◆ **Supplied data**:
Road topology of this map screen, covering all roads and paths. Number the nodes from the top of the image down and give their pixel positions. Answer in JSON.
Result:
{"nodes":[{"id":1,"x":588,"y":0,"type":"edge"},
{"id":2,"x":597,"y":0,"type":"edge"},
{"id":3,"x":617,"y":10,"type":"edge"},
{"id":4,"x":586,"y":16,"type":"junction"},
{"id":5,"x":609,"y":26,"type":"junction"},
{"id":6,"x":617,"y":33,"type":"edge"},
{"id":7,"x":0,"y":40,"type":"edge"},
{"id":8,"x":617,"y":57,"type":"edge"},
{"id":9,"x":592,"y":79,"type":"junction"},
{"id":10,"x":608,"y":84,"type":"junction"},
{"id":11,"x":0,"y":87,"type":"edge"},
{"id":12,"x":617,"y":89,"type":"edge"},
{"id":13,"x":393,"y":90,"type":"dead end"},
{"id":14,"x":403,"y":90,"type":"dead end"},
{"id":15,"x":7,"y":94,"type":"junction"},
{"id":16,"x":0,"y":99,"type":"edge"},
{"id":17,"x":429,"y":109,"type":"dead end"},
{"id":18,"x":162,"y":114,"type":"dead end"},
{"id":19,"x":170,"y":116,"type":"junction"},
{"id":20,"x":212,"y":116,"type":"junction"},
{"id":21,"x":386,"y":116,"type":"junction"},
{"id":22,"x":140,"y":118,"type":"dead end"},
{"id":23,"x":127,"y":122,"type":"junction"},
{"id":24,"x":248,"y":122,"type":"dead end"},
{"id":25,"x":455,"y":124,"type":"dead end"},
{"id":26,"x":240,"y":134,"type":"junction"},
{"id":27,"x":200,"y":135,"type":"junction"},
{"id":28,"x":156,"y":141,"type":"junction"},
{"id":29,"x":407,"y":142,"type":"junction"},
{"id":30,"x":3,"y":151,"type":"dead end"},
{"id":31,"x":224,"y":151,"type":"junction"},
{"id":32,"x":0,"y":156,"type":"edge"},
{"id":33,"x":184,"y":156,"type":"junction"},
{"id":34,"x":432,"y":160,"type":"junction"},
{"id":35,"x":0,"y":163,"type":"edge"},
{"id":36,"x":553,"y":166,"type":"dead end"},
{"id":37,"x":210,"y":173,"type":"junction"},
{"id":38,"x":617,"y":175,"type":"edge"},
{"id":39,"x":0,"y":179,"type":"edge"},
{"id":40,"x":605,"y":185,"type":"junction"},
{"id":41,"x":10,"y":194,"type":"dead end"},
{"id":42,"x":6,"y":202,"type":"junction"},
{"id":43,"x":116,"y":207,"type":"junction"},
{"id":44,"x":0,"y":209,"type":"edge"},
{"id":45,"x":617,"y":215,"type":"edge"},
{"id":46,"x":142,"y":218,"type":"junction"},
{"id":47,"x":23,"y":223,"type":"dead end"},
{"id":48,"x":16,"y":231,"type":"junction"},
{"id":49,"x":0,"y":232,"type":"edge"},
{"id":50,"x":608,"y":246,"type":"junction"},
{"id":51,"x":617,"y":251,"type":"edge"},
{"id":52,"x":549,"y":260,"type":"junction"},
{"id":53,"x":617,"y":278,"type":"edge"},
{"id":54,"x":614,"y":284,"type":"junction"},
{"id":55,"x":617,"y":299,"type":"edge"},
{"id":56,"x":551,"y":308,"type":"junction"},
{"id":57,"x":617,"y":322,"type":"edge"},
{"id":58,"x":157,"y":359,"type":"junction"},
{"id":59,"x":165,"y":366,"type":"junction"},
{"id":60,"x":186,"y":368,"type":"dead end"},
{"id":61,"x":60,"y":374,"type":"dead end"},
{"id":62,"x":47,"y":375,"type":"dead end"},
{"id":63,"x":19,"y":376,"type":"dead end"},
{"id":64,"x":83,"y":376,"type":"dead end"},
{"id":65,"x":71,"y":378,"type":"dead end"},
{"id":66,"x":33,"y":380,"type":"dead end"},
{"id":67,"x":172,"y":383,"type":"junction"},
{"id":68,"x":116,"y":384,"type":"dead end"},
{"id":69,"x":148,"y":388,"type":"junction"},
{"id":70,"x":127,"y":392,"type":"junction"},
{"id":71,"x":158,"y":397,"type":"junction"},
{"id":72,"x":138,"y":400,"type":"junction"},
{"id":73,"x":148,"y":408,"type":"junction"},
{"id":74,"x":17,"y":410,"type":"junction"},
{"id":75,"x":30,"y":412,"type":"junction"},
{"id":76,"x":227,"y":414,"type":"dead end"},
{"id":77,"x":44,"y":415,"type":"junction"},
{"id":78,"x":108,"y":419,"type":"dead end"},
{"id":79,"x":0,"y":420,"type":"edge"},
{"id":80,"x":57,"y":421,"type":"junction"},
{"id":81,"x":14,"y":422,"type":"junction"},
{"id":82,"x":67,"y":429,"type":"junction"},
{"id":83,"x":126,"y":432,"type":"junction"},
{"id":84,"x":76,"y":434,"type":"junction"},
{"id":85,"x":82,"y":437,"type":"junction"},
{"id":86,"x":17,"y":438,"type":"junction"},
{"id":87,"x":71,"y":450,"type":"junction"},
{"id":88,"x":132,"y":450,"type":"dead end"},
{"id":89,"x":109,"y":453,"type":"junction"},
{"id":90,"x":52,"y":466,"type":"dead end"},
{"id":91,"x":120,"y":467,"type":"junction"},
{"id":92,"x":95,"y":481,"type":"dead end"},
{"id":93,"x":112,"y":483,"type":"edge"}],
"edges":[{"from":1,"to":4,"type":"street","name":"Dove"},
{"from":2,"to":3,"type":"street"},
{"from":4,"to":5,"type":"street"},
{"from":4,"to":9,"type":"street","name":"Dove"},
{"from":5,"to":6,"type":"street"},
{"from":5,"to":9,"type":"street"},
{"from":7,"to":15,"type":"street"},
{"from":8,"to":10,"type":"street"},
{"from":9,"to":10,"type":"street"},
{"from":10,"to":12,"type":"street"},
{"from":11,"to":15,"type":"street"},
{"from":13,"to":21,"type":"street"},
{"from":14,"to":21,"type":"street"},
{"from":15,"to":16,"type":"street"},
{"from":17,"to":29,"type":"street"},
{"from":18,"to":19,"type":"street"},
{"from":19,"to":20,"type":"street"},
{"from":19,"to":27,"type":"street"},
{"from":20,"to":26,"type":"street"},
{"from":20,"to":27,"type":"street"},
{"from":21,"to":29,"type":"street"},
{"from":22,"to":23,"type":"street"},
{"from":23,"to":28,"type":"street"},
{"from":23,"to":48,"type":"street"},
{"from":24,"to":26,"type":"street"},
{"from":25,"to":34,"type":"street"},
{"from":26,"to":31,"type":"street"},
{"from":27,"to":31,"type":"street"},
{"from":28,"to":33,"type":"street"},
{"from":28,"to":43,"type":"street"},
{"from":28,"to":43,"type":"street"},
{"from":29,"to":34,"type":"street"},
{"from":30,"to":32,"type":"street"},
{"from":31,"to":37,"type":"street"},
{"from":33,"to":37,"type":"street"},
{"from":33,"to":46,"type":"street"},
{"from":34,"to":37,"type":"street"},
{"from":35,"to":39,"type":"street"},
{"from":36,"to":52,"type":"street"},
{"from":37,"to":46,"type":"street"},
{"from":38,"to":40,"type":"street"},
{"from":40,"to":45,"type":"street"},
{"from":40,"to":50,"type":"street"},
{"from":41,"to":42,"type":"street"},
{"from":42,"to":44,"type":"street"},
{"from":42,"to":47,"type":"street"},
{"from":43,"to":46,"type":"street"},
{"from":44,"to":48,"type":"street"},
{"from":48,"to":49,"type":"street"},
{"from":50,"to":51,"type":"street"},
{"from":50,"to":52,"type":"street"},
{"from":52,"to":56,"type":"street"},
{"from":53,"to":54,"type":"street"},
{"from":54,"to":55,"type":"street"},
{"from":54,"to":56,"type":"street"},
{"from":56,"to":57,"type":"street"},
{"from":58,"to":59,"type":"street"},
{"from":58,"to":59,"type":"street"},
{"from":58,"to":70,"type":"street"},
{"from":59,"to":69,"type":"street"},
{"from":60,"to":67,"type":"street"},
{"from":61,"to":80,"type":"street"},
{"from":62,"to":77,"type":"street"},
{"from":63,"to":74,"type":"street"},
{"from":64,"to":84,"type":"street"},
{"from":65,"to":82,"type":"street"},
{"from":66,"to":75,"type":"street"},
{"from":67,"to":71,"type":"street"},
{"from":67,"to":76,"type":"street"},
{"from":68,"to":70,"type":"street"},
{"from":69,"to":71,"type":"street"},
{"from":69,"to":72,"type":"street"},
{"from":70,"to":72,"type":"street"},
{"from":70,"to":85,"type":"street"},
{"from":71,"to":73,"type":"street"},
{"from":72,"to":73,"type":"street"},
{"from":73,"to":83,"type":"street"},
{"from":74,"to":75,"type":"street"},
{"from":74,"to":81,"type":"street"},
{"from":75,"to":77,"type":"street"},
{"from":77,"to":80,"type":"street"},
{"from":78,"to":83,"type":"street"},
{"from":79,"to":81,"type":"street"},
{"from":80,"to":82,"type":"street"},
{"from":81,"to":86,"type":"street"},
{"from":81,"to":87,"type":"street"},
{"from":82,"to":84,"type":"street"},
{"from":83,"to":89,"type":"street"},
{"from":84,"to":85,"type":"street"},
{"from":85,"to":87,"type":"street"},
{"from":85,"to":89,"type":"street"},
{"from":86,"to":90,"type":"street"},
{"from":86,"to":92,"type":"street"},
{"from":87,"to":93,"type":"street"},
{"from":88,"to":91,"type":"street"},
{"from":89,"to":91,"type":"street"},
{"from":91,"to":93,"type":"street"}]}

◆ **Task to complete**: Search the listing above for lines with the word "Dove", and state how many there are, nothing else.

◆ **Expected output**: 2